The Australian dollar staged an impressive recovery after to almost $0.7400 in the middle of last week. It had not been that low since last June. It traced out a hammer candlestick pattern and saw follow-through buying in the second half of the week. It was testing the $0.7560 area ahead of the weekend. The technical indicators are constructive. Initial resistance may be encountered in the $0.7600-$0.7615 area, we suspect there is potential toward $0.7660.
Against the Canadian dollar, the greenback recorded a big outside down week to snap a three-week rally. It traded on both sides of the previous week’s range and finished last week lower than the previous week’s range. The negativity is tempered by the firmer tone ahead of the weekend following some mixed jobs data. The trendline drawn off the end of January low (~CAD1.2250) and the mid-April low (~CAD1.2530) is found near CAD1.2640 at the end of next week. A band of resistance is seen in the CAD.12800-CAD1.2830 band that may offer a lower risk US dollar selling opportunity.
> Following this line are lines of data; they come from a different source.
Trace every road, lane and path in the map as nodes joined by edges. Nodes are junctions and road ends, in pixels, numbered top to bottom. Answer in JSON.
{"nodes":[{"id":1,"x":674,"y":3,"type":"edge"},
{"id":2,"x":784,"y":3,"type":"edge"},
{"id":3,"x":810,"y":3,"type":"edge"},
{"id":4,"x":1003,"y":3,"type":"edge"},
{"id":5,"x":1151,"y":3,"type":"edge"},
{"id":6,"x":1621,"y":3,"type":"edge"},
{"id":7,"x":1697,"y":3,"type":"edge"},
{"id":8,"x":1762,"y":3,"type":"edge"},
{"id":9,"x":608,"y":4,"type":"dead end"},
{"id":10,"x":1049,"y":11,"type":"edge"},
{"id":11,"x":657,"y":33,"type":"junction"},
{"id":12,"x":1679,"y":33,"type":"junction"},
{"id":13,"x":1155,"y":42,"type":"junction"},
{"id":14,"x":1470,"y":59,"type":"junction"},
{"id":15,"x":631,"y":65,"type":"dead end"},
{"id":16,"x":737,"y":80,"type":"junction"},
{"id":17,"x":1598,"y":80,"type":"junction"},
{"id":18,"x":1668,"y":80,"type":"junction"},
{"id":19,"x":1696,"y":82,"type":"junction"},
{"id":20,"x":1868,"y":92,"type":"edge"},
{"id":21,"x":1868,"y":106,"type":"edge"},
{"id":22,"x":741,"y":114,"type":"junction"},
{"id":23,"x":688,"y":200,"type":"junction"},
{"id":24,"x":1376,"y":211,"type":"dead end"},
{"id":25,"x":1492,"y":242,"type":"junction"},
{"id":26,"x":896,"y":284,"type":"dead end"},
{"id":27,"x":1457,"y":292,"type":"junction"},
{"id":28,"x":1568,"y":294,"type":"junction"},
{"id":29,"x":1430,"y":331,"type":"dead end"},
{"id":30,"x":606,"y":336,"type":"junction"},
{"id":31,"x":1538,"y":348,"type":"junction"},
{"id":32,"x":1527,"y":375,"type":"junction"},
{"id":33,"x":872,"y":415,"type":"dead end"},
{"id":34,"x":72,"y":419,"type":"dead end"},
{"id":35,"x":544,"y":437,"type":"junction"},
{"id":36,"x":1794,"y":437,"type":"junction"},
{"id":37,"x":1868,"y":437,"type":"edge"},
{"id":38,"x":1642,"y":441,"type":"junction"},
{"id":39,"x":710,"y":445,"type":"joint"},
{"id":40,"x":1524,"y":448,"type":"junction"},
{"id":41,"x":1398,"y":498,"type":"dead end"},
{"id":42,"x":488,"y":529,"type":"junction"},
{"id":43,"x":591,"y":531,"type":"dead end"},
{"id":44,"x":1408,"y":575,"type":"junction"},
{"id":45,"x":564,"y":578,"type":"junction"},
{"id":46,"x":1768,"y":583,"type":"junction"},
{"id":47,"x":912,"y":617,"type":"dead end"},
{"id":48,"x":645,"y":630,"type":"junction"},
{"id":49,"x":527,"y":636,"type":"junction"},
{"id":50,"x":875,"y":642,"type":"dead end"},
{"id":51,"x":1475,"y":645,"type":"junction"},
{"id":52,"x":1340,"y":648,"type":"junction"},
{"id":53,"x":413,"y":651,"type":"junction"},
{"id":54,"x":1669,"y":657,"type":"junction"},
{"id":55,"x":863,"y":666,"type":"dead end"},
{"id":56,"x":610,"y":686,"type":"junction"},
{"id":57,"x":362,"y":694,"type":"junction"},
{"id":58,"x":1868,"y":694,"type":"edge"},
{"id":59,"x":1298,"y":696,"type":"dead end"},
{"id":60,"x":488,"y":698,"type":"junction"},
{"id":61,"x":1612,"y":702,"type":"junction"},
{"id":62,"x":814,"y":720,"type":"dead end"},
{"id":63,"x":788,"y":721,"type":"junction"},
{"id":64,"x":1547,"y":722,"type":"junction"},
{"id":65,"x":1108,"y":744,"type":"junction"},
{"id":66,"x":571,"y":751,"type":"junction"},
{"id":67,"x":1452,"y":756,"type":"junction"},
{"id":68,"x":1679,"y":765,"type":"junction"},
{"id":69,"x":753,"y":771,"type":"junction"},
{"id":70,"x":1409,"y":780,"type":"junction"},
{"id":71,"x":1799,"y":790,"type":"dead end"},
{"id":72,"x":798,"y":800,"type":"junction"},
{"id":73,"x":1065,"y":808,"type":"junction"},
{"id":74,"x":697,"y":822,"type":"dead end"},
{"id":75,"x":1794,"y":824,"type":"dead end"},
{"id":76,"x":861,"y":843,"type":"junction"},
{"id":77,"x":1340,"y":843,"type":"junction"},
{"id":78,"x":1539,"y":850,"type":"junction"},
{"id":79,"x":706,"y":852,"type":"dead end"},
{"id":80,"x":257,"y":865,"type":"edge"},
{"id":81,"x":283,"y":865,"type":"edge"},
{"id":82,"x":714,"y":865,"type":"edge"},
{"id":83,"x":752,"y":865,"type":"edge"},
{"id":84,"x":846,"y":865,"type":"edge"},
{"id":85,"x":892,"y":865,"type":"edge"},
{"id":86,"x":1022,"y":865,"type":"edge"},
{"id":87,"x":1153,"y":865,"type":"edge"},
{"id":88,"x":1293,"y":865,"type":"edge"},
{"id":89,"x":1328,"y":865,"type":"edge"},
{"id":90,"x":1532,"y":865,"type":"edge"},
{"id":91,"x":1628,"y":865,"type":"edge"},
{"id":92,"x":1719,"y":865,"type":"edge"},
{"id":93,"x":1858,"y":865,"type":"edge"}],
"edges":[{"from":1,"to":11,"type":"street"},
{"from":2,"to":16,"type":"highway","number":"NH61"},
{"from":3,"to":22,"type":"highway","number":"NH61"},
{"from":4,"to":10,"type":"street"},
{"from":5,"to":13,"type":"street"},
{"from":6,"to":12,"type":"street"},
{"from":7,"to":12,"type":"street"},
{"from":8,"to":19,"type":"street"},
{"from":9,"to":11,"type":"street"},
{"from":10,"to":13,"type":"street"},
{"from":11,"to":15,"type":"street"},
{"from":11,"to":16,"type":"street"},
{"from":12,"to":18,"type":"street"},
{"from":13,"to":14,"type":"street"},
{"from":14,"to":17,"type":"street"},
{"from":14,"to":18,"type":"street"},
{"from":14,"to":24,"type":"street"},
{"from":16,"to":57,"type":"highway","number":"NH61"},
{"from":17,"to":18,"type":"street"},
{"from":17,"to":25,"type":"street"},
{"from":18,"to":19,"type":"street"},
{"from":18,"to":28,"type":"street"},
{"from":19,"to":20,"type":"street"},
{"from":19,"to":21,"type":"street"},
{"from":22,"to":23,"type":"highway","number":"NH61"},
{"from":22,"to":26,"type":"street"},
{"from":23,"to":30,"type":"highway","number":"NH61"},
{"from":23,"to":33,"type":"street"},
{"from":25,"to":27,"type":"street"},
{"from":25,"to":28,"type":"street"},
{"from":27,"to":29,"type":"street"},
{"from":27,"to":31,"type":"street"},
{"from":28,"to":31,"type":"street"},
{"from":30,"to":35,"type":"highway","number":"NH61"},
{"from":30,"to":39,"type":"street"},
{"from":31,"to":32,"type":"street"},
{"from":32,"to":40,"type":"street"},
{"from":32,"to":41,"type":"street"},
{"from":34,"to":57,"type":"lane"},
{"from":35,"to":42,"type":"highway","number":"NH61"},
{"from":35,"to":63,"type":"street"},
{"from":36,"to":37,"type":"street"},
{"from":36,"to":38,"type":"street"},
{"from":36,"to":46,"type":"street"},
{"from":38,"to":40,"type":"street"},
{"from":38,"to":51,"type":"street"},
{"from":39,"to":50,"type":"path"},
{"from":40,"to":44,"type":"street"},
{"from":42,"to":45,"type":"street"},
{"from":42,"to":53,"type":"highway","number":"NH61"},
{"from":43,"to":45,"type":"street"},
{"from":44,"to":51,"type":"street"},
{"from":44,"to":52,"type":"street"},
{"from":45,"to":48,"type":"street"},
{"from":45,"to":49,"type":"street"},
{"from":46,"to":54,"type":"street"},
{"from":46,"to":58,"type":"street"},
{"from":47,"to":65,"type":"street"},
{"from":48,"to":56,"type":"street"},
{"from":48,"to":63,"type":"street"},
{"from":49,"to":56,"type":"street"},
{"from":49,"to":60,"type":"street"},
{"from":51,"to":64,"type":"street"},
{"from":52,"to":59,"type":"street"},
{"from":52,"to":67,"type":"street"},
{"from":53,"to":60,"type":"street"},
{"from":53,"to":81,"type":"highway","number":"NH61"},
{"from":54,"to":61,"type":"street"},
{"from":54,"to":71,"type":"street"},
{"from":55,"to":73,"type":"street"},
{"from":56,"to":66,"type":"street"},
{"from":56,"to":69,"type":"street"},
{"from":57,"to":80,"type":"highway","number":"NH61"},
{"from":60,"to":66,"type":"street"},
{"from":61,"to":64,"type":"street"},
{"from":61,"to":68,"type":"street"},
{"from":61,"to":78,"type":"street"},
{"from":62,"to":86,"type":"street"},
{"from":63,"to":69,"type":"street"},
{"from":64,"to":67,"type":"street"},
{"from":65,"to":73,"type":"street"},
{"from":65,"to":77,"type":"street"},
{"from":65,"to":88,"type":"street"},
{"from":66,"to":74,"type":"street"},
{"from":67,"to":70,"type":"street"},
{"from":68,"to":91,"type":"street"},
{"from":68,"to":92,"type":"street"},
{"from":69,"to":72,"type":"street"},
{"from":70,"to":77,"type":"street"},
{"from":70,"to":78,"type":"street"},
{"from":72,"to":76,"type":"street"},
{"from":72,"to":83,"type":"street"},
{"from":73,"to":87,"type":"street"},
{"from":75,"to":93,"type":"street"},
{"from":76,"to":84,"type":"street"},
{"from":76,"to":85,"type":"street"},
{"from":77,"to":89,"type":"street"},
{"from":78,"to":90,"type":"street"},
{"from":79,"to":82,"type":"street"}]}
The unexpected decline in US oil inventories, other supply disruptions, and the resumption of US sanctions against Iran helped lift oil prices to new four year highs. Many observers are concerned that the US decision may escalate Israel’s confrontation with Iran. Israeli reports suggest it conducted the biggest raid in at least 30 years at Iranian military facilities in Syria. Brent has appreciated for five consecutive weeks. WTI has risen four of the past five weeks. July Brent reached $78 a barrel, and June WTI reached almost $72. The technical indicators do not suggest a top is in place. The next targets are near $80 and $75 for Bent and WTI respectively.
The slightly disappointing US CPI stopped turned the 10-year Treasury yield back from probe above 3.0%. It is first this month the 3% handle was seen after being rebuffed here in late April. The consolidation between 2.90% and 3.0% may continue, and the 20-day moving average is in the middle of the range. That translates into a 119-201 range for the June note futures.
The Federal Reserve’s custody holdings for foreign central banks fell for the fourth week through May 9. Over this period, the holdings have fallen around $52 bln. We suspect this is a reflection of some central banks intervening to support their currencies. Custodial holdings are still about $34 bln higher than at the end of last year. Bulls and bears added to positions in the 10-year note futures market. The bulls added 66.7k contracts to bring the gross long position to almost 698k contracts. The bears added nearly 30k contracts. The gross short position stands at 1.106 mln contracts. The position data ended the day before the slightly softer than expected CPI
The S&P 500 rose 2.4% last week, its largest weekly advance in two months. The technical tone improved in recent days as the index moved above last month’s high, breaking the pattern of lower highs and the diminishing bounces off the 200-day moving average. It also took out the downtrend line drawn off the January and March highs. The S&P 500 gapped on May 10 and jumped above the previous unfilled gap from April 19, leaving a bullish island bottom, a potential “W” pattern in its wake. The next target is near 2743 and then 2800. Initial support should be the gap that is found between the May 9 high (~2701.25) and the May 10 low (~2704.55). The Dow Industrials will begin next week with a seven-day advance in tow. During this run, it has risen about 3.8%.
The Russell 1000 Growth index has advanced for six consecutive sessions and nearly 4%. It has advanced in four of the past five weeks. The Russell 1000 Value Index rose in five of the past six sessions and gained about 3.5%. The Value Index is still off year-to-date (~-1.5%), while the Growth Index is up (5.6%). Year-to-date, the S&P 500 is up 2%, and the NASDAQ is up nearly 7.25%.